▶ [Task directions]: Scan the listing below for "main", then report every line that has it.

────

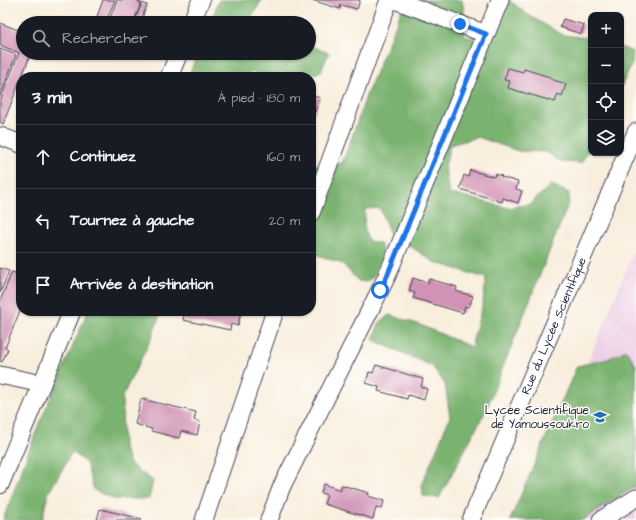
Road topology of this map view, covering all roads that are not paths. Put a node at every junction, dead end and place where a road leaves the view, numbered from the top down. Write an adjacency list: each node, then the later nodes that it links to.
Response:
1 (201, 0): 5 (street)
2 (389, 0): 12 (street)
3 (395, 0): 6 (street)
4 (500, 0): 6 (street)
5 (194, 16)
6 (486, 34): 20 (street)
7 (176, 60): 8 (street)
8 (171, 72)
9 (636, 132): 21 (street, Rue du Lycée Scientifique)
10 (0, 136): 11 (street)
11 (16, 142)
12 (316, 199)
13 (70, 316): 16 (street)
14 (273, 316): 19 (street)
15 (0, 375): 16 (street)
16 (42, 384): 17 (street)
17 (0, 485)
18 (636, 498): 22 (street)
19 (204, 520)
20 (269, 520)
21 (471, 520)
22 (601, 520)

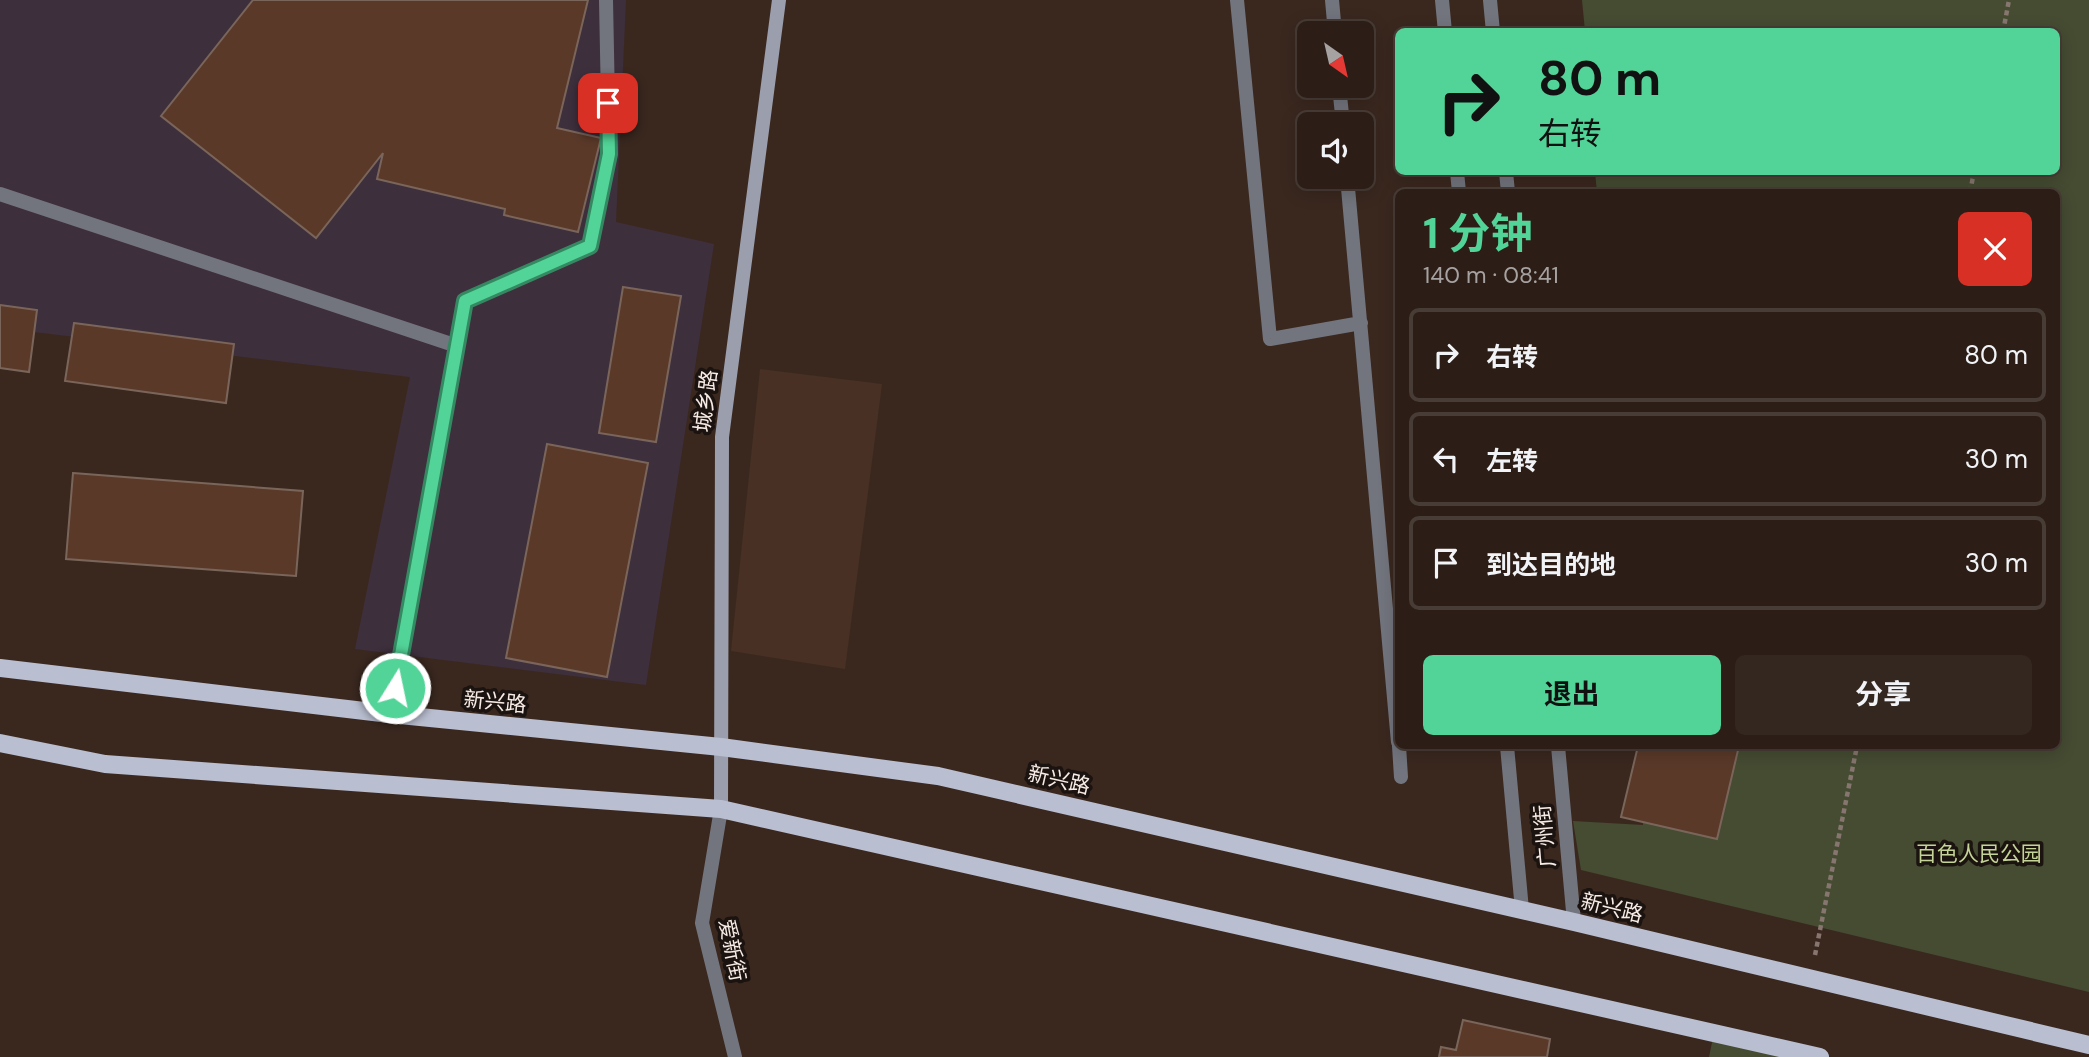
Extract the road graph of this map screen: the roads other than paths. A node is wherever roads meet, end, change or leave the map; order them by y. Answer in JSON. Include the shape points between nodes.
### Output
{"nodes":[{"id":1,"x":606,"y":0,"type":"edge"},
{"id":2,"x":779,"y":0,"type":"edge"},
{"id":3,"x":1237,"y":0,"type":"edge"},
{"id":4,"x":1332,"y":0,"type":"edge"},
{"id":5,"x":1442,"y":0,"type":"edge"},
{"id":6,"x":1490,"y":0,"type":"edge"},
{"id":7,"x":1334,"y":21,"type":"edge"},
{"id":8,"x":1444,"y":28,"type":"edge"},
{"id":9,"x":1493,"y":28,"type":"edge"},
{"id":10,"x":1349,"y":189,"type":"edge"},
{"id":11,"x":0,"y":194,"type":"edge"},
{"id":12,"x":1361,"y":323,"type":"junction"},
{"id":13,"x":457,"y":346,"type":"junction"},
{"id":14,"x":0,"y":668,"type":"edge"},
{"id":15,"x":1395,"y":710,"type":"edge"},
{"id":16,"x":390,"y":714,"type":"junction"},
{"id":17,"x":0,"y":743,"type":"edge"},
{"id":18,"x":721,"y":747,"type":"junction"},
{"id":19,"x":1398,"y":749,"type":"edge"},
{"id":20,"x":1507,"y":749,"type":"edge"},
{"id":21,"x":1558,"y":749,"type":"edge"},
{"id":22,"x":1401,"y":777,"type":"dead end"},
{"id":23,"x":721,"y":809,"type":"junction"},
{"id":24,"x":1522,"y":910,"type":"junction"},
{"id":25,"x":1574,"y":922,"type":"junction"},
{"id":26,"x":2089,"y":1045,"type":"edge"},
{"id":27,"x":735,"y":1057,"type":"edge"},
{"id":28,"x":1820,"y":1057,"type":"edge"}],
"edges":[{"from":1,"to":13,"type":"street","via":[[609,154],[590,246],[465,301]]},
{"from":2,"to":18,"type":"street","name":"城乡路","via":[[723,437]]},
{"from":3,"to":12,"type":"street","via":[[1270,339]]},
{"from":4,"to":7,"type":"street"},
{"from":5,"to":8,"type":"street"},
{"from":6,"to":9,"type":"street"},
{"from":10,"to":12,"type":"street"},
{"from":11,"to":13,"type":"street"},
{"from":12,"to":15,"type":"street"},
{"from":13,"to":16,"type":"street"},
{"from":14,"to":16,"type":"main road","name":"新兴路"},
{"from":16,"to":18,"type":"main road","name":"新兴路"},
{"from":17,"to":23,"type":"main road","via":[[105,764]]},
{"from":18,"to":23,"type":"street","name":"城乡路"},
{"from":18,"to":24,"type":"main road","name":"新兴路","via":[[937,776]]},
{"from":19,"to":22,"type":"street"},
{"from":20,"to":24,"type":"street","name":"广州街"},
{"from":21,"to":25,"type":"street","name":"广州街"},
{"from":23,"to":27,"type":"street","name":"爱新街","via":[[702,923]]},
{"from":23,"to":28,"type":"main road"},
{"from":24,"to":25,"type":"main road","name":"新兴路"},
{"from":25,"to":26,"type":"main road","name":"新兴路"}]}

────

▶ [The answer]:
{"from":14,"to":16,"type":"main road","name":"新兴路"},
{"from":16,"to":18,"type":"main road","name":"新兴路"},
{"from":17,"to":23,"type":"main road","via":[[105,764]]},
{"from":18,"to":24,"type":"main road","name":"新兴路","via":[[937,776]]},
{"from":23,"to":28,"type":"main road"},
{"from":24,"to":25,"type":"main road","name":"新兴路"},
{"from":25,"to":26,"type":"main road","name":"新兴路"}]}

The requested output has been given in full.